I'mma have to start putting these under a readmore so that i don't absolutely make everything who is still following me for some reason go totally fucking insane 😂
NDJDHWJJAHFNAKBSJSBFBHHDBDNAJD YOU HAVE NO IDEA THE FACES I WAS MAKING READING THIS, I WAS FUCKING CACKLING AND GASPING EVERY OTHER SENTENCE SO HARD THAT I SCARED THE CATS NDJWHSHSB the fact that you went "oh you want me to get into kpop? Give me a hot minute, and I'll give you a whole ass private concert for free" biduehsjdbd biiiiiiiiiiitch you're a fucking ICON, I stg I could NEVER 😂 (and not just because I couldn't find a tune if you gave me a printed set of Google maps directions and that I embody the steriotype that white people can't dance, like my sister kept sensing me tiktoks of the whole "dance like a white girl" trend going lmfao look it's you and eventually I was like "sis please this trend has me feeling like being white is a disability and these mothafuckers are being ableist 😭 also I could NEVER be that on beat so yall ain't even doin it right 😭😭😭😭").
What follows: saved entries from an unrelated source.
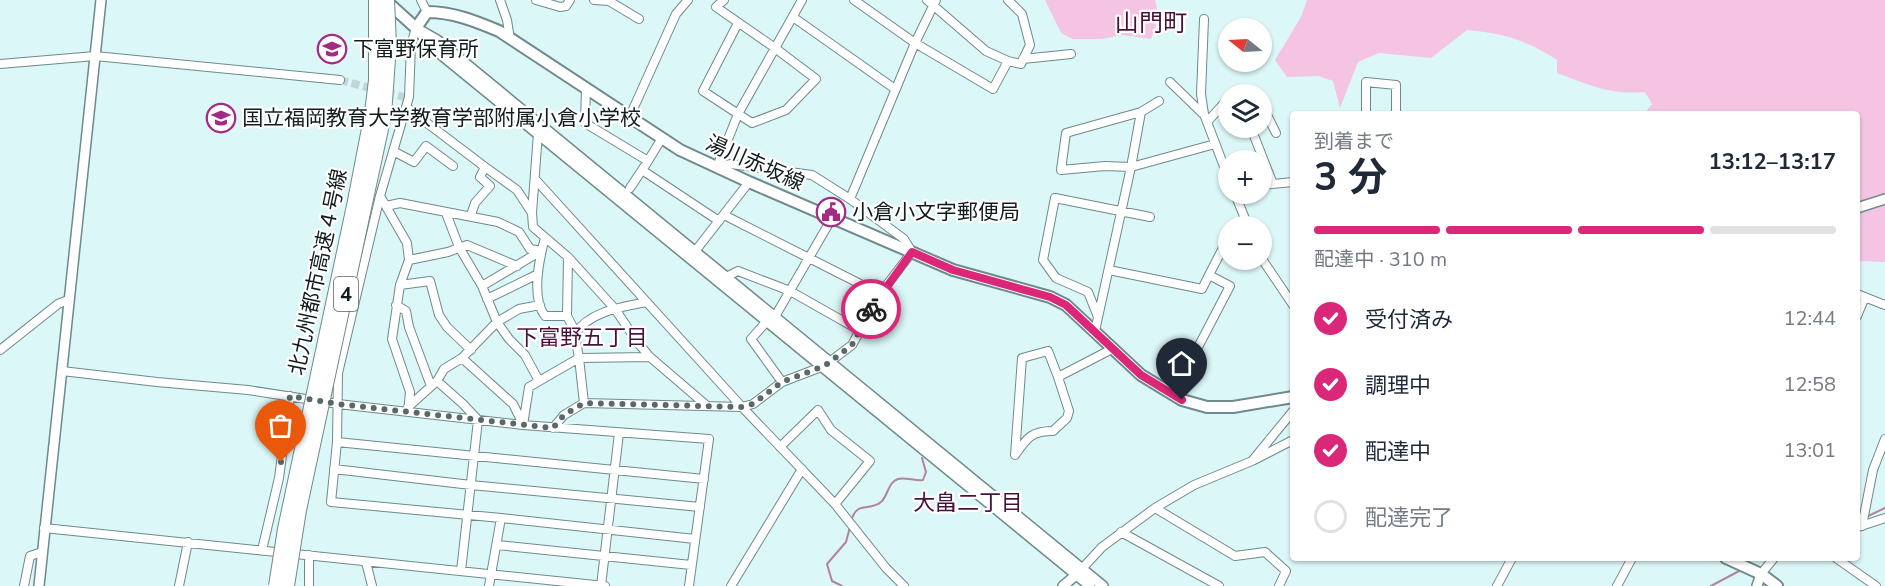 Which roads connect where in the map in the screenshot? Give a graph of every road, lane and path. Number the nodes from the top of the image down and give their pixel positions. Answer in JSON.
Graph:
{"nodes":[{"id":1,"x":103,"y":0,"type":"edge"},
{"id":2,"x":376,"y":0,"type":"edge"},
{"id":3,"x":386,"y":0,"type":"edge"},
{"id":4,"x":421,"y":0,"type":"edge"},
{"id":5,"x":500,"y":0,"type":"edge"},
{"id":6,"x":536,"y":0,"type":"edge"},
{"id":7,"x":570,"y":0,"type":"edge"},
{"id":8,"x":594,"y":0,"type":"edge"},
{"id":9,"x":688,"y":0,"type":"edge"},
{"id":10,"x":724,"y":0,"type":"edge"},
{"id":11,"x":802,"y":0,"type":"edge"},
{"id":12,"x":854,"y":0,"type":"edge"},
{"id":13,"x":1008,"y":0,"type":"edge"},
{"id":14,"x":932,"y":2,"type":"edge"},
{"id":15,"x":426,"y":12,"type":"junction"},
{"id":16,"x":793,"y":17,"type":"junction"},
{"id":17,"x":639,"y":19,"type":"dead end"},
{"id":18,"x":1204,"y":19,"type":"dead end"},
{"id":19,"x":738,"y":23,"type":"junction"},
{"id":20,"x":416,"y":28,"type":"junction"},
{"id":21,"x":510,"y":39,"type":"junction"},
{"id":22,"x":915,"y":43,"type":"junction"},
{"id":23,"x":775,"y":48,"type":"junction"},
{"id":24,"x":1071,"y":54,"type":"dead end"},
{"id":25,"x":95,"y":56,"type":"junction"},
{"id":26,"x":1023,"y":59,"type":"junction"},
{"id":27,"x":1008,"y":61,"type":"junction"},
{"id":28,"x":0,"y":64,"type":"edge"},
{"id":29,"x":340,"y":80,"type":"tunnel mouth"},
{"id":30,"x":1170,"y":82,"type":"dead end"},
{"id":31,"x":586,"y":88,"type":"junction"},
{"id":32,"x":896,"y":89,"type":"junction"},
{"id":33,"x":1159,"y":101,"type":"dead end"},
{"id":34,"x":406,"y":107,"type":"junction"},
{"id":35,"x":1218,"y":108,"type":"edge"},
{"id":36,"x":1366,"y":111,"type":"edge"},
{"id":37,"x":1396,"y":111,"type":"edge"},
{"id":38,"x":1141,"y":112,"type":"junction"},
{"id":39,"x":738,"y":114,"type":"junction"},
{"id":40,"x":630,"y":116,"type":"junction"},
{"id":41,"x":1206,"y":118,"type":"junction"},
{"id":42,"x":1272,"y":125,"type":"edge"},
{"id":43,"x":538,"y":133,"type":"junction"},
{"id":44,"x":1276,"y":133,"type":"dead end"},
{"id":45,"x":662,"y":138,"type":"junction"},
{"id":46,"x":1255,"y":138,"type":"edge"},
{"id":47,"x":1215,"y":144,"type":"junction"},
{"id":48,"x":393,"y":151,"type":"junction"},
{"id":49,"x":1218,"y":152,"type":"edge"},
{"id":50,"x":648,"y":161,"type":"junction"},
{"id":51,"x":453,"y":166,"type":"dead end"},
{"id":52,"x":485,"y":166,"type":"junction"},
{"id":53,"x":717,"y":167,"type":"junction"},
{"id":54,"x":1131,"y":167,"type":"junction"},
{"id":55,"x":642,"y":170,"type":"junction"},
{"id":56,"x":535,"y":179,"type":"junction"},
{"id":57,"x":749,"y":182,"type":"junction"},
{"id":58,"x":1290,"y":182,"type":"edge"},
{"id":59,"x":1273,"y":184,"type":"joint"},
{"id":60,"x":630,"y":188,"type":"dead end"},
{"id":61,"x":380,"y":196,"type":"junction"},
{"id":62,"x":850,"y":199,"type":"junction"},
{"id":63,"x":1885,"y":199,"type":"edge"},
{"id":64,"x":386,"y":206,"type":"junction"},
{"id":65,"x":1860,"y":207,"type":"edge"},
{"id":66,"x":1121,"y":212,"type":"junction"},
{"id":67,"x":446,"y":213,"type":"junction"},
{"id":68,"x":532,"y":213,"type":"junction"},
{"id":69,"x":471,"y":215,"type":"junction"},
{"id":70,"x":721,"y":218,"type":"junction"},
{"id":71,"x":832,"y":218,"type":"junction"},
{"id":72,"x":1150,"y":218,"type":"dead end"},
{"id":73,"x":545,"y":238,"type":"junction"},
{"id":74,"x":459,"y":247,"type":"junction"},
{"id":75,"x":541,"y":251,"type":"junction"},
{"id":76,"x":912,"y":252,"type":"junction"},
{"id":77,"x":692,"y":254,"type":"junction"},
{"id":78,"x":568,"y":257,"type":"junction"},
{"id":79,"x":1218,"y":257,"type":"edge"},
{"id":80,"x":809,"y":259,"type":"junction"},
{"id":81,"x":408,"y":260,"type":"junction"},
{"id":82,"x":517,"y":266,"type":"junction"},
{"id":83,"x":1109,"y":270,"type":"junction"},
{"id":84,"x":1269,"y":270,"type":"edge"},
{"id":85,"x":538,"y":274,"type":"junction"},
{"id":86,"x":1209,"y":275,"type":"junction"},
{"id":87,"x":726,"y":277,"type":"junction"},
{"id":88,"x":400,"y":285,"type":"junction"},
{"id":89,"x":482,"y":286,"type":"junction"},
{"id":90,"x":790,"y":291,"type":"junction"},
{"id":91,"x":880,"y":294,"type":"junction"},
{"id":92,"x":1861,"y":296,"type":"edge"},
{"id":93,"x":68,"y":300,"type":"junction"},
{"id":94,"x":487,"y":300,"type":"junction"},
{"id":95,"x":1290,"y":301,"type":"edge"},
{"id":96,"x":647,"y":302,"type":"junction"},
{"id":97,"x":396,"y":305,"type":"junction"},
{"id":98,"x":540,"y":305,"type":"junction"},
{"id":99,"x":1885,"y":305,"type":"edge"},
{"id":100,"x":615,"y":309,"type":"junction"},
{"id":101,"x":567,"y":316,"type":"junction"},
{"id":102,"x":1098,"y":318,"type":"junction"},
{"id":103,"x":771,"y":321,"type":"junction"},
{"id":104,"x":497,"y":322,"type":"junction"},
{"id":105,"x":859,"y":330,"type":"junction"},
{"id":106,"x":1095,"y":331,"type":"junction"},
{"id":107,"x":575,"y":334,"type":"junction"},
{"id":108,"x":1112,"y":349,"type":"junction"},
{"id":109,"x":0,"y":350,"type":"edge"},
{"id":110,"x":471,"y":350,"type":"junction"},
{"id":111,"x":650,"y":357,"type":"junction"},
{"id":112,"x":462,"y":358,"type":"junction"},
{"id":113,"x":579,"y":358,"type":"junction"},
{"id":114,"x":827,"y":364,"type":"junction"},
{"id":115,"x":62,"y":370,"type":"junction"},
{"id":116,"x":1058,"y":377,"type":"junction"},
{"id":117,"x":539,"y":381,"type":"junction"},
{"id":118,"x":782,"y":382,"type":"junction"},
{"id":119,"x":434,"y":384,"type":"junction"},
{"id":120,"x":1173,"y":395,"type":"junction"},
{"id":121,"x":290,"y":396,"type":"junction"},
{"id":122,"x":1290,"y":398,"type":"edge"},
{"id":123,"x":584,"y":403,"type":"junction"},
{"id":124,"x":338,"y":404,"type":"junction"},
{"id":125,"x":706,"y":405,"type":"junction"},
{"id":126,"x":742,"y":407,"type":"junction"},
{"id":127,"x":408,"y":410,"type":"junction"},
{"id":128,"x":1290,"y":415,"type":"edge"},
{"id":129,"x":478,"y":420,"type":"junction"},
{"id":130,"x":523,"y":425,"type":"junction"},
{"id":131,"x":553,"y":428,"type":"junction"},
{"id":132,"x":619,"y":433,"type":"junction"},
{"id":133,"x":1885,"y":439,"type":"edge"},
{"id":134,"x":336,"y":441,"type":"junction"},
{"id":135,"x":1290,"y":442,"type":"edge"},
{"id":136,"x":780,"y":447,"type":"junction"},
{"id":137,"x":474,"y":456,"type":"junction"},
{"id":138,"x":1252,"y":461,"type":"junction"},
{"id":139,"x":334,"y":469,"type":"junction"},
{"id":140,"x":615,"y":470,"type":"junction"},
{"id":141,"x":802,"y":470,"type":"junction"},
{"id":142,"x":704,"y":479,"type":"junction"},
{"id":143,"x":471,"y":485,"type":"junction"},
{"id":144,"x":611,"y":498,"type":"junction"},
{"id":145,"x":835,"y":504,"type":"junction"},
{"id":146,"x":700,"y":507,"type":"junction"},
{"id":147,"x":1155,"y":508,"type":"junction"},
{"id":148,"x":467,"y":514,"type":"junction"},
{"id":149,"x":501,"y":518,"type":"junction"},
{"id":150,"x":1885,"y":518,"type":"edge"},
{"id":151,"x":1860,"y":526,"type":"edge"},
{"id":152,"x":44,"y":528,"type":"junction"},
{"id":153,"x":608,"y":530,"type":"junction"},
{"id":154,"x":1120,"y":532,"type":"junction"},
{"id":155,"x":695,"y":539,"type":"junction"},
{"id":156,"x":188,"y":542,"type":"junction"},
{"id":157,"x":496,"y":544,"type":"junction"},
{"id":158,"x":262,"y":549,"type":"junction"},
{"id":159,"x":42,"y":552,"type":"junction"},
{"id":160,"x":309,"y":555,"type":"junction"},
{"id":161,"x":605,"y":556,"type":"junction"},
{"id":162,"x":1510,"y":561,"type":"edge"},
{"id":163,"x":1630,"y":561,"type":"edge"},
{"id":164,"x":1732,"y":561,"type":"edge"},
{"id":165,"x":1770,"y":561,"type":"edge"},
{"id":166,"x":1840,"y":561,"type":"edge"},
{"id":167,"x":366,"y":562,"type":"junction"},
{"id":168,"x":692,"y":565,"type":"junction"},
{"id":169,"x":461,"y":571,"type":"junction"},
{"id":170,"x":1079,"y":572,"type":"junction"},
{"id":171,"x":1757,"y":572,"type":"junction"},
{"id":172,"x":492,"y":574,"type":"junction"},
{"id":173,"x":513,"y":577,"type":"junction"},
{"id":174,"x":534,"y":583,"type":"edge"},
{"id":175,"x":554,"y":584,"type":"edge"},
{"id":176,"x":580,"y":585,"type":"edge"},
{"id":177,"x":24,"y":586,"type":"edge"},
{"id":178,"x":39,"y":586,"type":"edge"},
{"id":179,"x":179,"y":586,"type":"edge"},
{"id":180,"x":276,"y":586,"type":"edge"},
{"id":181,"x":287,"y":586,"type":"edge"},
{"id":182,"x":309,"y":586,"type":"edge"},
{"id":183,"x":372,"y":586,"type":"edge"},
{"id":184,"x":489,"y":586,"type":"edge"},
{"id":185,"x":511,"y":586,"type":"edge"},
{"id":186,"x":603,"y":586,"type":"edge"},
{"id":187,"x":689,"y":586,"type":"edge"},
{"id":188,"x":731,"y":586,"type":"edge"},
{"id":189,"x":904,"y":586,"type":"edge"},
{"id":190,"x":1063,"y":586,"type":"edge"},
{"id":191,"x":1090,"y":586,"type":"edge"},
{"id":192,"x":1103,"y":586,"type":"edge"},
{"id":193,"x":1219,"y":586,"type":"edge"},
{"id":194,"x":1279,"y":586,"type":"edge"},
{"id":195,"x":1497,"y":586,"type":"edge"},
{"id":196,"x":1617,"y":586,"type":"edge"},
{"id":197,"x":1757,"y":586,"type":"edge"},
{"id":198,"x":1777,"y":586,"type":"edge"},
{"id":199,"x":1876,"y":586,"type":"edge"}],
"edges":[{"from":1,"to":25,"type":"street"},
{"from":2,"to":180,"type":"highway","name":"北九州都市高速４号線","number":"4","bridge":true},
{"from":3,"to":20,"type":"main road"},
{"from":3,"to":181,"type":"highway","name":"北九州都市高速４号線","number":"4","bridge":true},
{"from":4,"to":15,"type":"street"},
{"from":5,"to":21,"type":"street"},
{"from":6,"to":7,"type":"street"},
{"from":8,"to":17,"type":"street"},
{"from":9,"to":40,"type":"street"},
{"from":10,"to":19,"type":"street"},
{"from":11,"to":16,"type":"street"},
{"from":12,"to":22,"type":"street"},
{"from":13,"to":26,"type":"street"},
{"from":14,"to":22,"type":"street"},
{"from":14,"to":27,"type":"street"},
{"from":15,"to":20,"type":"main road"},
{"from":15,"to":21,"type":"main road","name":"湯川赤坂線"},
{"from":16,"to":23,"type":"street"},
{"from":16,"to":32,"type":"street"},
{"from":18,"to":41,"type":"street"},
{"from":19,"to":23,"type":"street"},
{"from":19,"to":39,"type":"street"},
{"from":20,"to":34,"type":"street"},
{"from":20,"to":43,"type":"street"},
{"from":20,"to":77,"type":"street"},
{"from":21,"to":31,"type":"main road","name":"湯川赤坂線"},
{"from":22,"to":27,"type":"street"},
{"from":22,"to":32,"type":"street"},
{"from":23,"to":39,"type":"street"},
{"from":23,"to":39,"type":"street"},
{"from":24,"to":26,"type":"street"},
{"from":25,"to":28,"type":"street"},
{"from":25,"to":29,"type":"street"},
{"from":25,"to":93,"type":"street"},
{"from":26,"to":27,"type":"street"},
{"from":30,"to":41,"type":"street"},
{"from":31,"to":40,"type":"main road","name":"湯川赤坂線"},
{"from":31,"to":50,"type":"street"},
{"from":32,"to":62,"type":"street"},
{"from":33,"to":38,"type":"street"},
{"from":34,"to":48,"type":"street"},
{"from":34,"to":52,"type":"street"},
{"from":35,"to":41,"type":"street"},
{"from":36,"to":37,"type":"street"},
{"from":38,"to":54,"type":"street"},
{"from":38,"to":54,"type":"street"},
{"from":39,"to":53,"type":"street"},
{"from":40,"to":45,"type":"main road","name":"湯川赤坂線"},
{"from":41,"to":47,"type":"street"},
{"from":42,"to":44,"type":"street"},
{"from":43,"to":56,"type":"street"},
{"from":43,"to":77,"type":"street"},
{"from":45,"to":50,"type":"street"},
{"from":45,"to":53,"type":"main road","name":"湯川赤坂線"},
{"from":46,"to":59,"type":"street"},
{"from":47,"to":49,"type":"street"},
{"from":47,"to":54,"type":"street"},
{"from":48,"to":51,"type":"street"},
{"from":48,"to":61,"type":"street"},
{"from":50,"to":55,"type":"street"},
{"from":52,"to":68,"type":"street"},
{"from":52,"to":69,"type":"street"},
{"from":53,"to":57,"type":"main road","name":"湯川赤坂線"},
{"from":53,"to":62,"type":"street"},
{"from":54,"to":66,"type":"street"},
{"from":55,"to":60,"type":"street"},
{"from":55,"to":70,"type":"street"},
{"from":56,"to":68,"type":"street"},
{"from":56,"to":96,"type":"street"},
{"from":57,"to":70,"type":"street"},
{"from":57,"to":71,"type":"main road","name":"湯川赤坂線"},
{"from":58,"to":59,"type":"street"},
{"from":61,"to":64,"type":"street"},
{"from":61,"to":124,"type":"street"},
{"from":62,"to":76,"type":"street"},
{"from":63,"to":65,"type":"street"},
{"from":64,"to":67,"type":"street"},
{"from":64,"to":81,"type":"street"},
{"from":66,"to":72,"type":"street"},
{"from":66,"to":83,"type":"street"},
{"from":66,"to":102,"type":"street"},
{"from":67,"to":69,"type":"street"},
{"from":67,"to":74,"type":"street"},
{"from":68,"to":73,"type":"street"},
{"from":69,"to":75,"type":"street"},
{"from":70,"to":77,"type":"street"},
{"from":70,"to":80,"type":"street"},
{"from":71,"to":76,"type":"main road","name":"湯川赤坂線"},
{"from":71,"to":80,"type":"street"},
{"from":73,"to":75,"type":"street"},
{"from":73,"to":78,"type":"street"},
{"from":74,"to":81,"type":"street"},
{"from":74,"to":82,"type":"street"},
{"from":74,"to":89,"type":"street"},
{"from":75,"to":82,"type":"street"},
{"from":75,"to":85,"type":"street"},
{"from":76,"to":91,"type":"street"},
{"from":76,"to":106,"type":"main road","name":"湯川赤坂線"},
{"from":77,"to":87,"type":"street"},
{"from":77,"to":103,"type":"street"},
{"from":78,"to":100,"type":"street"},
{"from":78,"to":101,"type":"street"},
{"from":79,"to":86,"type":"street"},
{"from":80,"to":90,"type":"street"},
{"from":80,"to":91,"type":"street"},
{"from":81,"to":88,"type":"street"},
{"from":82,"to":89,"type":"street"},
{"from":83,"to":86,"type":"street"},
{"from":83,"to":102,"type":"street"},
{"from":84,"to":95,"type":"street"},
{"from":85,"to":94,"type":"street"},
{"from":85,"to":98,"type":"street"},
{"from":86,"to":120,"type":"street"},
{"from":87,"to":90,"type":"street"},
{"from":87,"to":103,"type":"street"},
{"from":88,"to":97,"type":"street"},
{"from":88,"to":110,"type":"street"},
{"from":89,"to":94,"type":"street"},
{"from":90,"to":103,"type":"street"},
{"from":90,"to":105,"type":"street"},
{"from":91,"to":105,"type":"street"},
{"from":92,"to":99,"type":"street"},
{"from":93,"to":109,"type":"street"},
{"from":93,"to":115,"type":"street"},
{"from":94,"to":104,"type":"street"},
{"from":96,"to":100,"type":"street"},
{"from":96,"to":126,"type":"street"},
{"from":97,"to":119,"type":"street"},
{"from":97,"to":127,"type":"street"},
{"from":98,"to":101,"type":"street"},
{"from":98,"to":104,"type":"street"},
{"from":100,"to":107,"type":"street"},
{"from":100,"to":111,"type":"street"},
{"from":101,"to":107,"type":"street"},
{"from":102,"to":106,"type":"street"},
{"from":103,"to":114,"type":"street"},
{"from":103,"to":118,"type":"street"},
{"from":104,"to":110,"type":"street"},
{"from":104,"to":117,"type":"street"},
{"from":105,"to":114,"type":"street"},
{"from":106,"to":108,"type":"main road","name":"湯川赤坂線"},
{"from":107,"to":113,"type":"street"},
{"from":108,"to":116,"type":"street"},
{"from":108,"to":120,"type":"main road","name":"湯川赤坂線"},
{"from":110,"to":112,"type":"street"},
{"from":111,"to":113,"type":"street"},
{"from":111,"to":125,"type":"street"},
{"from":112,"to":119,"type":"street"},
{"from":112,"to":130,"type":"street"},
{"from":113,"to":117,"type":"street"},
{"from":113,"to":123,"type":"street"},
{"from":114,"to":118,"type":"street"},
{"from":114,"to":170,"type":"street"},
{"from":115,"to":121,"type":"street"},
{"from":115,"to":152,"type":"street"},
{"from":116,"to":116,"type":"street"},
{"from":117,"to":130,"type":"street"},
{"from":118,"to":126,"type":"street"},
{"from":119,"to":127,"type":"street"},
{"from":119,"to":129,"type":"street"},
{"from":120,"to":122,"type":"main road","name":"湯川赤坂線"},
{"from":121,"to":124,"type":"street"},
{"from":121,"to":158,"type":"street"},
{"from":123,"to":125,"type":"street"},
{"from":123,"to":131,"type":"street"},
{"from":124,"to":127,"type":"street"},
{"from":124,"to":134,"type":"street"},
{"from":125,"to":126,"type":"street"},
{"from":126,"to":136,"type":"street"},
{"from":127,"to":129,"type":"street"},
{"from":128,"to":138,"type":"street"},
{"from":129,"to":130,"type":"street"},
{"from":129,"to":137,"type":"street"},
{"from":130,"to":131,"type":"street"},
{"from":131,"to":132,"type":"street"},
{"from":132,"to":140,"type":"street"},
{"from":132,"to":142,"type":"street"},
{"from":133,"to":151,"type":"street"},
{"from":134,"to":137,"type":"street"},
{"from":134,"to":139,"type":"street"},
{"from":135,"to":138,"type":"street"},
{"from":136,"to":141,"type":"street"},
{"from":136,"to":145,"type":"street"},
{"from":137,"to":140,"type":"street"},
{"from":137,"to":143,"type":"street"},
{"from":138,"to":147,"type":"street"},
{"from":139,"to":143,"type":"street"},
{"from":139,"to":148,"type":"street"},
{"from":140,"to":142,"type":"street"},
{"from":140,"to":144,"type":"street"},
{"from":141,"to":145,"type":"street"},
{"from":141,"to":188,"type":"street"},
{"from":142,"to":146,"type":"street"},
{"from":143,"to":144,"type":"street"},
{"from":143,"to":148,"type":"street"},
{"from":144,"to":146,"type":"street"},
{"from":144,"to":153,"type":"street"},
{"from":145,"to":189,"type":"street"},
{"from":146,"to":155,"type":"street"},
{"from":147,"to":154,"type":"street"},
{"from":147,"to":194,"type":"street"},
{"from":148,"to":149,"type":"street"},
{"from":148,"to":169,"type":"street"},
{"from":149,"to":153,"type":"street"},
{"from":149,"to":157,"type":"street"},
{"from":150,"to":151,"type":"street"},
{"from":152,"to":156,"type":"street"},
{"from":152,"to":159,"type":"street"},
{"from":153,"to":155,"type":"street"},
{"from":153,"to":161,"type":"street"},
{"from":154,"to":170,"type":"street"},
{"from":154,"to":193,"type":"street"},
{"from":155,"to":168,"type":"street"},
{"from":156,"to":158,"type":"street"},
{"from":156,"to":179,"type":"street"},
{"from":157,"to":161,"type":"street"},
{"from":157,"to":172,"type":"street"},
{"from":158,"to":160,"type":"street"},
{"from":159,"to":177,"type":"street"},
{"from":159,"to":178,"type":"street"},
{"from":160,"to":167,"type":"street"},
{"from":160,"to":182,"type":"street"},
{"from":161,"to":168,"type":"street"},
{"from":161,"to":186,"type":"street"},
{"from":162,"to":195,"type":"street"},
{"from":163,"to":196,"type":"street"},
{"from":164,"to":171,"type":"main road"},
{"from":165,"to":171,"type":"street"},
{"from":166,"to":199,"type":"street"},
{"from":167,"to":169,"type":"street"},
{"from":167,"to":183,"type":"street"},
{"from":168,"to":187,"type":"street"},
{"from":169,"to":172,"type":"street"},
{"from":170,"to":190,"type":"street"},
{"from":170,"to":191,"type":"street"},
{"from":170,"to":192,"type":"street"},
{"from":171,"to":197,"type":"street"},
{"from":171,"to":198,"type":"main road"},
{"from":172,"to":173,"type":"street"},
{"from":172,"to":184,"type":"street"},
{"from":173,"to":174,"type":"street"},
{"from":173,"to":185,"type":"street"},
{"from":174,"to":175,"type":"street"},
{"from":175,"to":176,"type":"street"},
{"from":176,"to":186,"type":"street"}]}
Tbh if I told one of my friends (lol what friends, i got jokes) to get into Skz and they showed up at my bday and performed the entirety of I Got It I would simply shower them in money and go "aight everyone else go home, you are no longer needed, you are being laid off, your position has been eliminated, we're downsizing, the company is moving up and you're moving out, you are not qualified for this role any longer, best of luck with future endeavors" 😊
I think part of the reason I can't deal w Twitter is the exact reason I refuse to leave tumblr, in that I've been on tumblr since 2006 and twt since 2008, and tumblr literally has not changed at all, not even a little, whereas going from the early days of twt where there were no corporate sponsorships or ads and you had to manually copy and paste someone's tweet and @ them to retweet it, to how it is now, like 90% ads and showing me shit from the timelines of people I don't even fuckin follow n whatnot, it's just not enjoyable. Idk how anyone finds anything on twt, it confuses and frustrates me because I am old and have not adapted well to technology changing 😂 But arguably, the skz fanbase doesn't want me on skztwt anyways so like it works for both of us lmfaooo. I am old and cringey, and also still think of twt as stream of consciousness whereas tumblr is your teenage bedroom where you can decorate the walls with anything that interests you. I do really love the nonsensical kpoptwt shitposts tho fhshsbdjjss like it is a very specific flavor of mental instability that I enjoy immensely 😂 OH and also I initially misread part of that and thought you were saying you actually irl do meth and I was like 😳 WHAT DO I SAY TO THAT. HOW DO I HANDLE THIS. Like how do I express like "I wasn't being judgy of people who use substances cause I've been there but I was just being insensitive 😳" And then went back and reread it and was like WHEW, IM JUST AN ILLITERATE FOOL 😂😂😂😂 ejeywhdhrhjwbfbdjshdhdhd I spent like an hour bwign like "IS THE REASON WE GET ALONG BECAUSE THEY'RE ON METH???? WHAT DO I DO WITH THIS INFORMATION??????" hrhehshe I am literally a fuckin idiot it's fine
It's not that I don't fw them, it's more like... Okay so like there is no situation in which I am going to skip a skz song if it comes on shuffle. You will not ever catch me NOT in the mood to listen to Sunshine, if God's Menu comes on we are THROWIN the meager amount of booty meat I got hither and thither, I could be in the happiest mood of my life but if Ex comes on I will stop to SOB. And I'm not like that with most music, so mx just falls into the category of "there is a time and place." Idk why but it just doesn't forcibly grab hold of my heart and ass the way skz always does. I really don't WANT my skz fixation to ever end, but I know that eventually it'll stop giving me dopamine bevause my brain is my worst fucking enemy 🙃 like my arcana fixation is to date the longest running hyperfixation I've ever had, going on almost three years, and I used to not be able to spend every single second of every day thinking about Asra, but now... I just feel nothing when I look at arcana stuff. As you can probz tell by the fact that I hardly post arcana anymore 😂 So I know that eventually all my happiness will end, it always does, I can never stay just as obsessed with something as I was for long. I CANT SHARE THE LIST BECAUSE I DONT *HAVE* TASTE YET 😭 I'm basically just compiling a list of any group someone tells me I should look into, ranked by how strong the kitty purred upon googling pics of them 😂 My mom read my ass to FILTH over txt lmfao she was like "they're not that adorable. Maybe your standard for adorableness has gone down with You Know Who still on hiatus 🤔" bfjwhdhd like MOMMAAAAA THE LIBRARY IS CLOSED 😂 she attacks me any time I even hint at stanning other groups, she is a skz purist and stans skz only, unofficial Momma Stay of All Stays keeping me in check lmfao.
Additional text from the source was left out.